SodaStream is far from the concerned, ethically minded company it is trying to reinvent itself as. With a manufacturing location in the West Bank, the company is profiting from Israel’s occupation. Whilst its products help customers in the UK and around the world create an abundance of fizzy drinks, their production facility on occupied territory is directly contributing to the theft of Palestine’s water resources.

Illegal production on occupied land

SodaStream’s factory in the West Bank is located in the illegal Mishor Adumim settlement industrial zone. Settlement industrial zones are at the forefront of Israel’s occupation of Palestine, with the Israeli government offering special tax incentives and lax enforcement of environmental and labour labour laws to companies willing to trade from occupied land.

Mishor Adumim is part of the Ma’ale Adumim settlement bloc. Located just outside of the boundaries of Jerusalem, it is the third largest and quickest growing settlement in the West Bank, and had a population of 39,000 in 2011. Both the industrial zone and the residential areas are part of Israel’s controversial “East 1” project.

Initiated by Yitzhak Rabin in 1995, the project aims to cut the West Bank off from East Jerusalem though strategic settlement expansion, hence destroying any prospect of a viable Palestinian state. Ma’ale Adumim was built on land stolen from the Palestinian villages of Abu Dis, Al Izriyyeh, Al Issawiyyeh, Al Tur, Khan al Ahmar and Anata.

It says it is providing Palestinians with work, the old Apartheid argument in South Africa
Primarily as a result of its activities in the West Bank, SodaStream has faced protests by activists calling for boycott, divestment and sanctions against Israel for a number of years. There is a strong 'Stop SodaStream’ campaign in Italy, and due to pressure from Swedish civil society groups, SodaStream have been forced to promise to move production for the Swedish market out of the Occupied Territories.


Profiting from occupation

Interestingly, after protests begun at the Brighton EcoStream shop, the staff issued a bulletin to potential customers, but rather than downplaying the importance of their location in Mishor Adumim, it highlighted the protesters’ concerns by trying to prove them wrong through the most bizarre claims.

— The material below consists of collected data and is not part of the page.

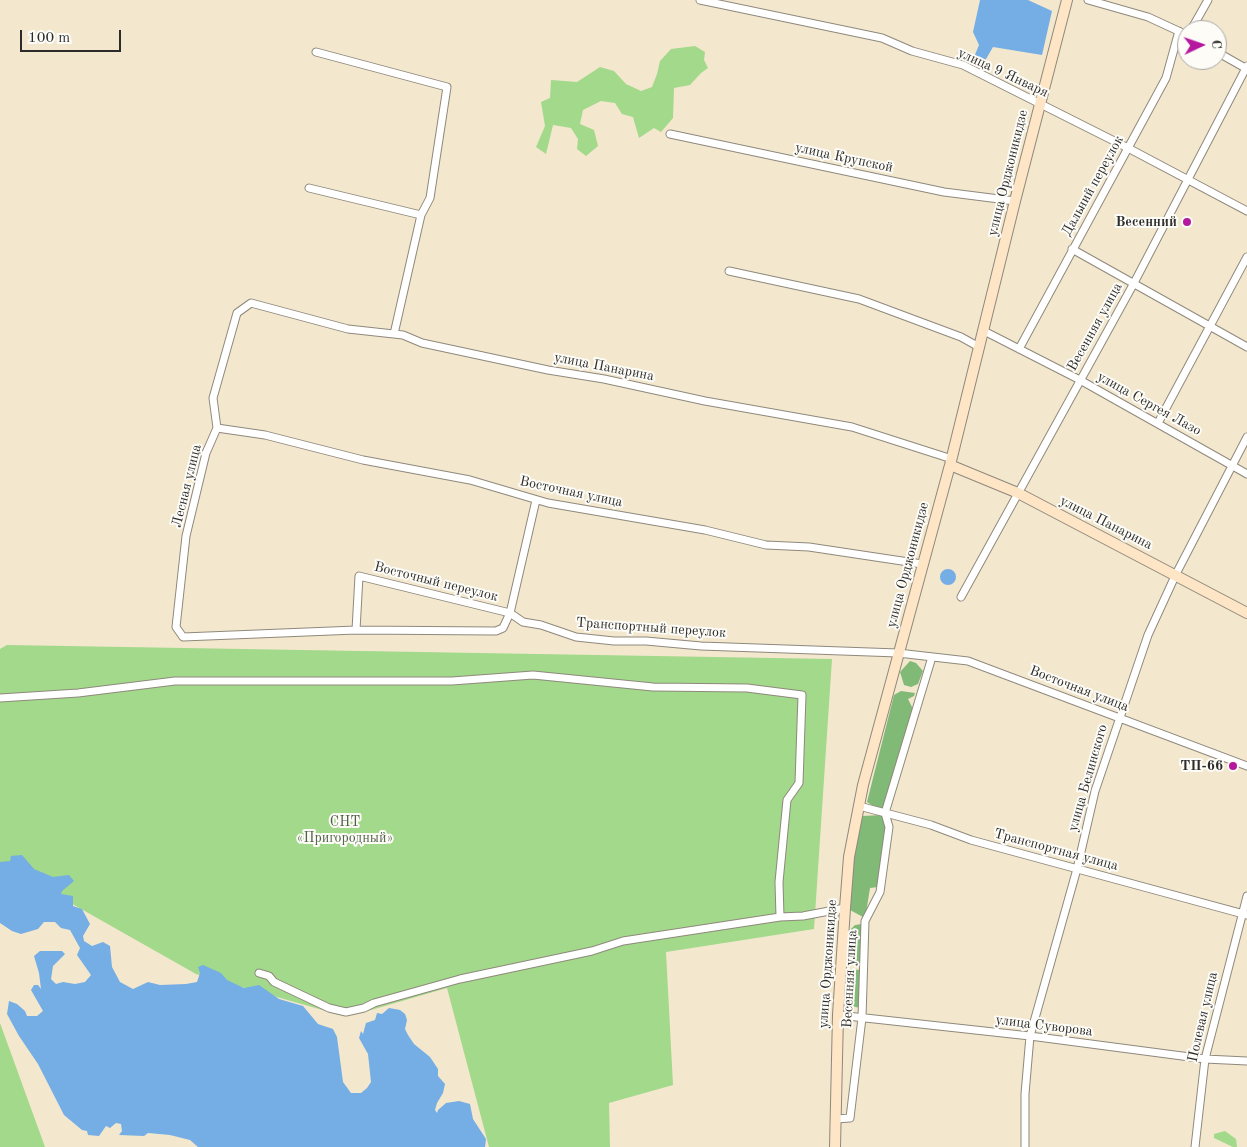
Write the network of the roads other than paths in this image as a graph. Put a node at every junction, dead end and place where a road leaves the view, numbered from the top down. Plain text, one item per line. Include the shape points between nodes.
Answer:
1 (700, 0) edge
2 (1068, 0) edge
3 (1088, 0) edge
4 (1208, 0) edge
5 (1197, 20) edge
6 (1177, 31) edge
7 (1177, 35) edge
8 (316, 52) dead end
9 (1227, 57) edge
10 (1247, 68) edge
11 (1040, 104) junction
12 (670, 134) dead end
13 (1128, 148) junction
14 (1188, 179) junction
15 (310, 188) dead end
16 (1015, 201) junction
17 (1247, 211) edge
18 (421, 215) junction
19 (1072, 249) junction
20 (1247, 257) edge
21 (729, 271) dead end
22 (1134, 283) junction
23 (1209, 326) junction
24 (984, 331) junction
25 (394, 334) junction
26 (979, 347) junction
27 (1247, 347) edge
28 (1019, 349) junction
29 (1080, 380) junction
30 (1158, 423) junction
31 (217, 428) junction
32 (1247, 437) edge
33 (951, 462) junction
34 (1232, 465) junction
35 (1247, 474) edge
36 (1018, 493) junction
37 (536, 500) junction
38 (922, 564) junction
39 (1176, 574) junction
40 (961, 597) dead end
41 (510, 613) junction
42 (1247, 613) edge
43 (356, 630) junction
44 (898, 653) junction
45 (932, 657) junction
46 (0, 698) edge
47 (1118, 718) junction
48 (1247, 766) edge
49 (859, 806) junction
50 (885, 813) junction
51 (1077, 869) junction
52 (1247, 896) edge
53 (845, 908) junction
54 (1244, 914) edge
55 (780, 917) junction
56 (259, 973) dead end
57 (838, 1015) junction
58 (862, 1018) junction
59 (1030, 1036) junction
60 (1205, 1059) junction
61 (1247, 1062) edge
62 (836, 1119) junction
63 (835, 1147) edge
64 (1025, 1147) edge
65 (1195, 1147) edge

1 - 11 street, улица 9 Января via 882,38 912,51 963,65
2 - 11 main road, улица Орджоникидзе
3 - 6 street
4 - 5 street
7 - 13 street, Дальний переулок via 1166,78
8 - 18 street via 446,87 430,198
9 - 10 street
10 - 14 street, Весенняя улица
11 - 13 street, улица 9 Января
11 - 16 main road, улица Орджоникидзе
12 - 16 street, улица Крупской via 944,192
13 - 14 street, улица 9 Января
13 - 19 street, Дальний переулок
14 - 17 street, улица 9 Января
14 - 22 street, Весенняя улица
15 - 18 street
16 - 24 main road, улица Орджоникидзе
18 - 25 street
19 - 22 street
19 - 28 street, Дальний переулок
20 - 23 street
21 - 26 street via 860,299 961,337
22 - 23 street
22 - 29 street, Весенняя улица
23 - 27 street
23 - 30 street
24 - 26 main road, улица Орджоникидзе
24 - 28 street, улица Сергея Лазо
25 - 31 street, улица Панарина via 320,323 251,303 237,313 213,398
25 - 33 street, улица Панарина via 548,370 852,427
26 - 33 main road, улица Орджоникидзе
28 - 29 street, улица Сергея Лазо
29 - 30 street, улица Сергея Лазо
29 - 36 street, Весенняя улица
30 - 34 street, улица Сергея Лазо
31 - 37 street, Восточная улица via 265,435 364,460 470,480
31 - 43 street, Лесная улица via 206,453 186,536 176,627 182,637
32 - 34 street, улица Белинского
33 - 36 main road, улица Панарина
33 - 38 main road, улица Орджоникидзе
34 - 35 street, улица Сергея Лазо
34 - 39 street, улица Белинского
36 - 39 main road, улица Панарина
36 - 40 street, Весенняя улица
37 - 38 street, Восточная улица via 705,530 766,545 809,547
37 - 41 street, Восточный переулок
38 - 44 main road, улица Орджоникидзе
39 - 42 main road, улица Панарина
39 - 47 street, улица Белинского via 1148,636
41 - 43 street via 503,628 496,631
41 - 43 street, Восточный переулок via 359,576
41 - 44 street, Транспортный переулок via 522,622 595,639
44 - 45 street, Восточная улица
44 - 49 main road, улица Орджоникидзе
45 - 47 street, Восточная улица via 968,661
45 - 50 street, Весенняя улица
46 - 55 street via 78,693 175,681 452,681 533,674 653,687 747,688 802,695 799,783 787,800
47 - 48 street, Восточная улица
47 - 51 street, улица Белинского via 1095,791
49 - 50 street, Транспортная улица
49 - 53 main road, улица Орджоникидзе via 849,857
50 - 51 street, Транспортная улица
50 - 58 street, Весенняя улица via 889,828 880,892 865,921
51 - 54 street, Транспортная улица
51 - 59 street, улица Белинского
52 - 54 street, Полевая улица
53 - 55 street
53 - 57 main road, улица Орджоникидзе
54 - 60 street, Полевая улица
55 - 56 street via 623,941 592,951 460,979 346,1012 330,1008
57 - 58 street, улица Суворова
57 - 62 main road, улица Орджоникидзе
58 - 59 street, улица Суворова
58 - 62 street, Весенняя улица via 850,1118
59 - 60 street, улица Суворова
59 - 64 street, улица Белинского
60 - 61 street, улица Суворова
60 - 65 street, Полевая улица
62 - 63 main road, улица Орджоникидзе

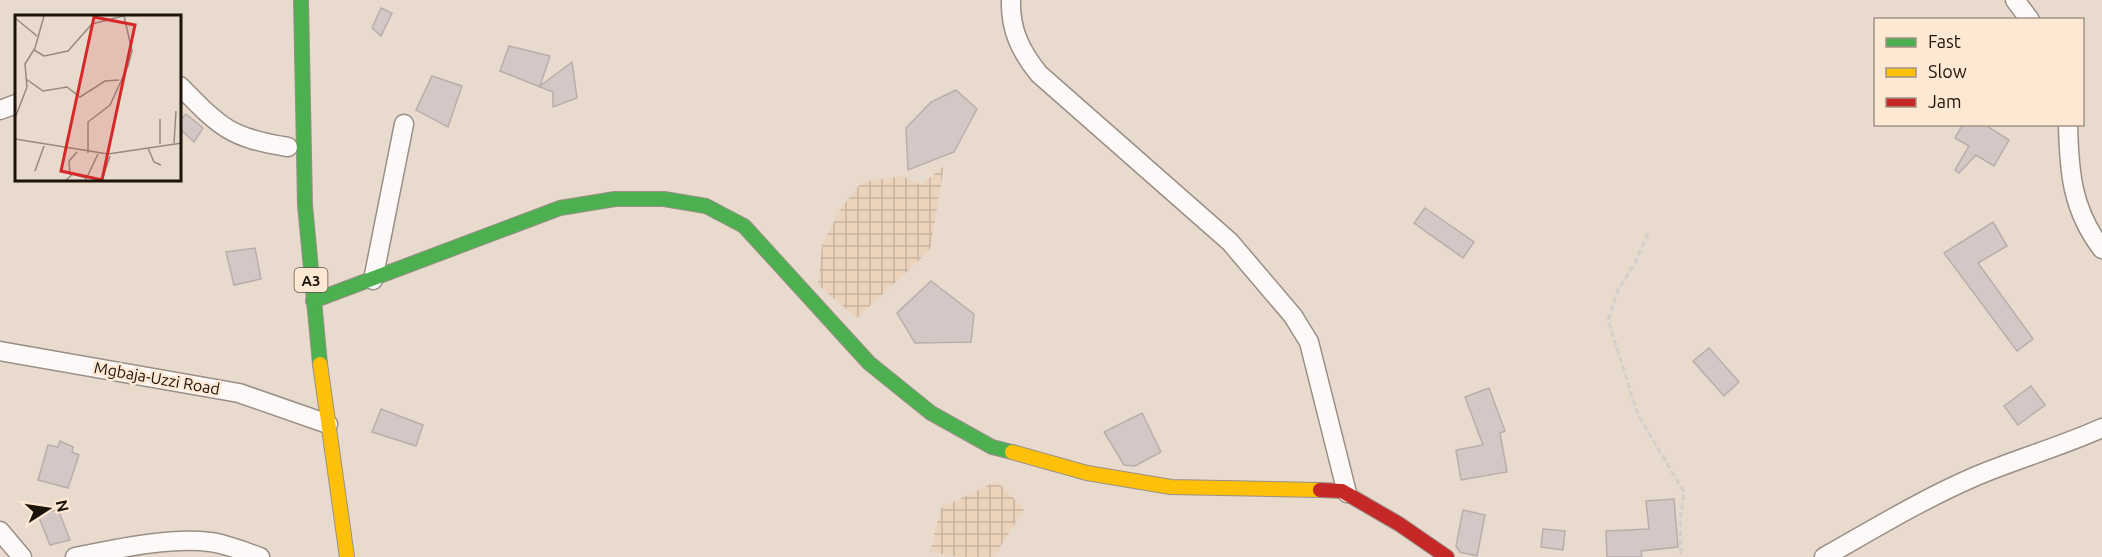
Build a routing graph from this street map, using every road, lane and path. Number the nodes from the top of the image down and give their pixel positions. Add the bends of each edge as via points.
1 (301, 0) edge
2 (1011, 0) edge
3 (2015, 0) edge
4 (2028, 18) edge
5 (182, 88) edge
6 (15, 104) edge
7 (0, 110) edge
8 (404, 124) dead end
9 (2068, 126) edge
10 (288, 147) dead end
11 (1648, 233) dead end
12 (2102, 249) edge
13 (373, 280) junction
14 (313, 300) junction
15 (0, 351) edge
16 (308, 402) dead end
17 (317, 425) junction
18 (2102, 428) edge
19 (1347, 493) junction
20 (0, 531) edge
21 (20, 557) edge
22 (75, 557) edge
23 (260, 557) edge
24 (347, 557) edge
25 (1447, 557) edge
26 (1681, 557) edge
27 (1824, 557) edge

1 - 14 street, A3 via 303,139
2 - 19 street via 1015,35 1024,56 1039,74 1230,242 1293,316 1309,342
3 - 4 street
5 - 10 street via 210,118 231,132 253,142
6 - 7 street
8 - 13 street
9 - 12 street via 2074,200 2086,229
11 - 26 path via 1618,290 1608,320 1638,415 1684,492
13 - 14 street
13 - 19 street via 560,208 615,199 706,206 744,226 869,363 931,413 992,447 1087,474 1171,487
14 - 17 street, A3
15 - 17 street, Mgbaja-Uzzi Road via 239,393
16 - 17 street, A3
17 - 24 street, A3
18 - 27 street via 1976,476 1908,508
19 - 25 street
20 - 21 street
22 - 23 street via 190,541

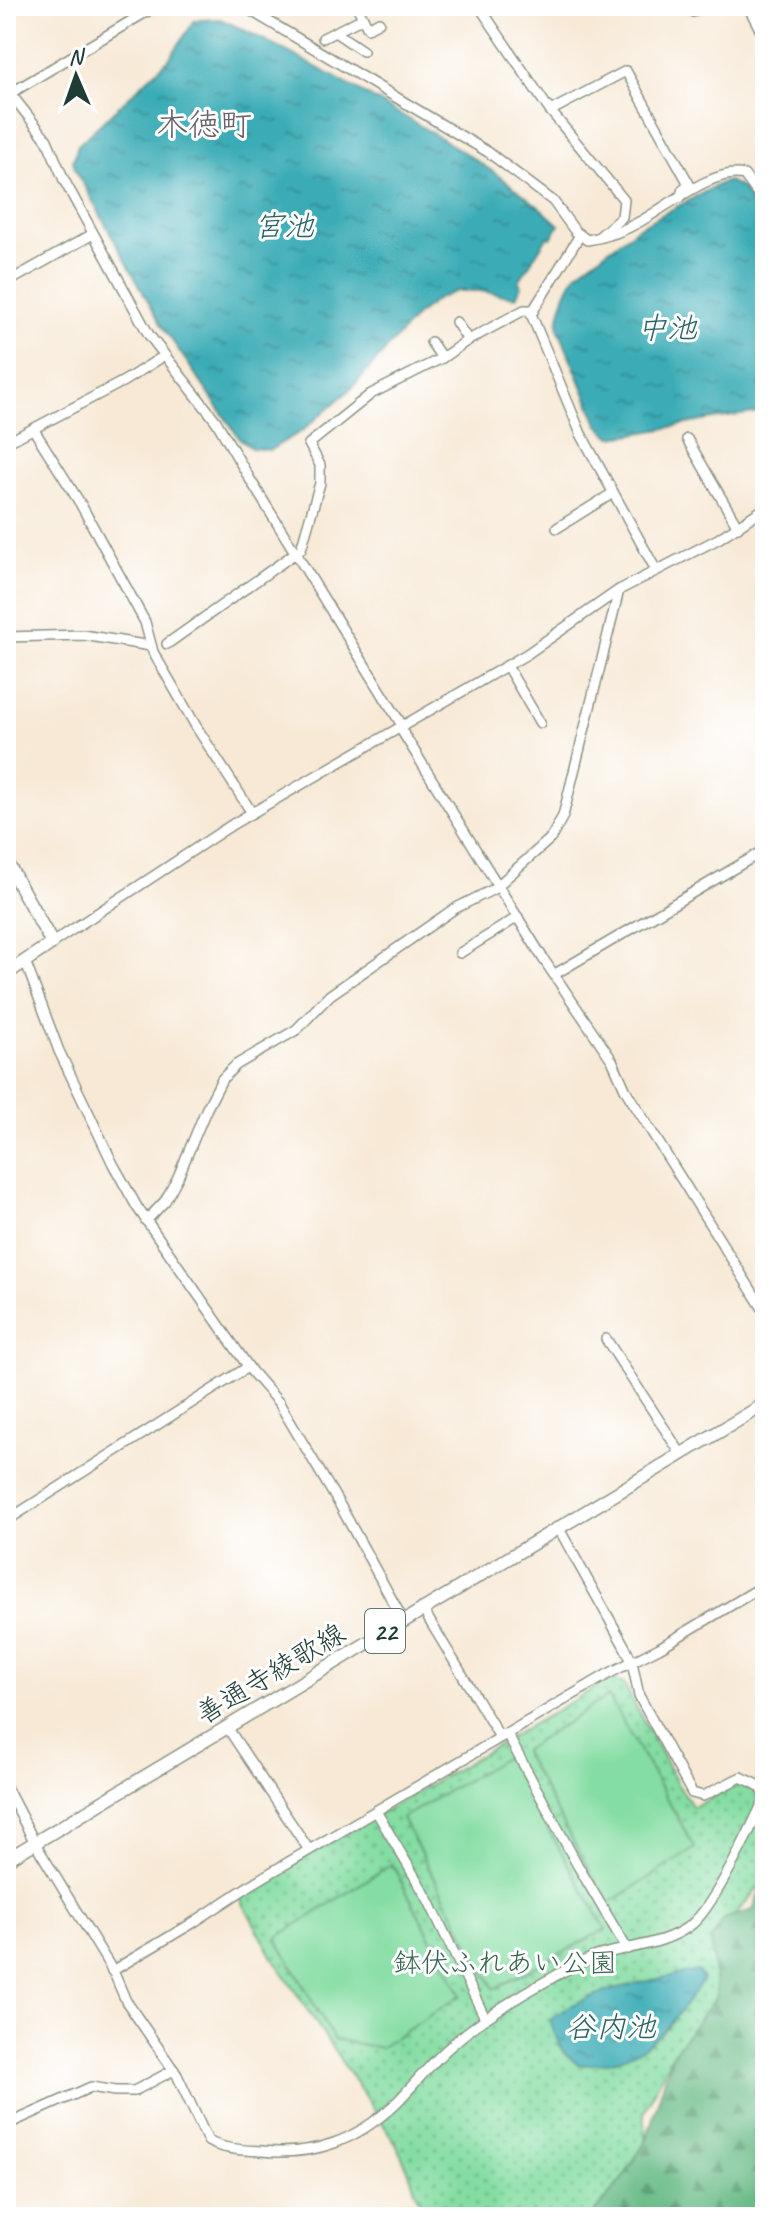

“PLEASE BE AWARE THAT BDS IS A POLITICALLY-ORIENTATED MOVEMENT”, it warned whilst stating that Mishor Adumim is not located on occupied territory as Area C is “disputed”  and not occupied land; that BDS activists claim that selling settlement produce is illegal when it is not; that Palestinians benefit from SodaStream employment and will be harmed by the boycott; and even that article 49 of the Geneva convention is not applicable to Israeli settlements.

With the company seemingly openly promoting a viewpoint only ever expressed by the most uncompromising Zionists, SodaStream come across as defenders of the occupation rather than just occupation profiteers.

Over 60% of the West Bank is designated as Area C, including all of the Israeli settlements. Palestinians living in the Area C communities are the ones most affected by the Israeli occupation. Prohibited from building or repairing houses or roads, they often have limited access to services and water resources and are frequently given demolition orders on the homes that are already there. According to the UN, in the year 2011, 560 Palestinian-owned structures, including 200 residential structures and 46 rainwater collection cisterns and pools, were demolished by the Israeli authorities leaving 1,006 people including 565 children homeless. During the first half of this year, demolitions in Area C have increased.

The hardest hit by the gradual settlement expansion taking place between Ma’ale Adumim and the nearby Kfar Adumim settlement are the Jahalin Bedouin of Khan al Ahmar, who live on the outskirts of the Mishor Adumim industrial zone. They have lived on the land since the Palestinian Nakba in 1948, but since the early nineties more and more of their living areas have been engulfed by the surrounding settlements. Their community is now threatened with total expulsion from the area; on September 13th, they were in court trying to defend their one primary school from demolition as demanded by the Kfar Adumim settlers.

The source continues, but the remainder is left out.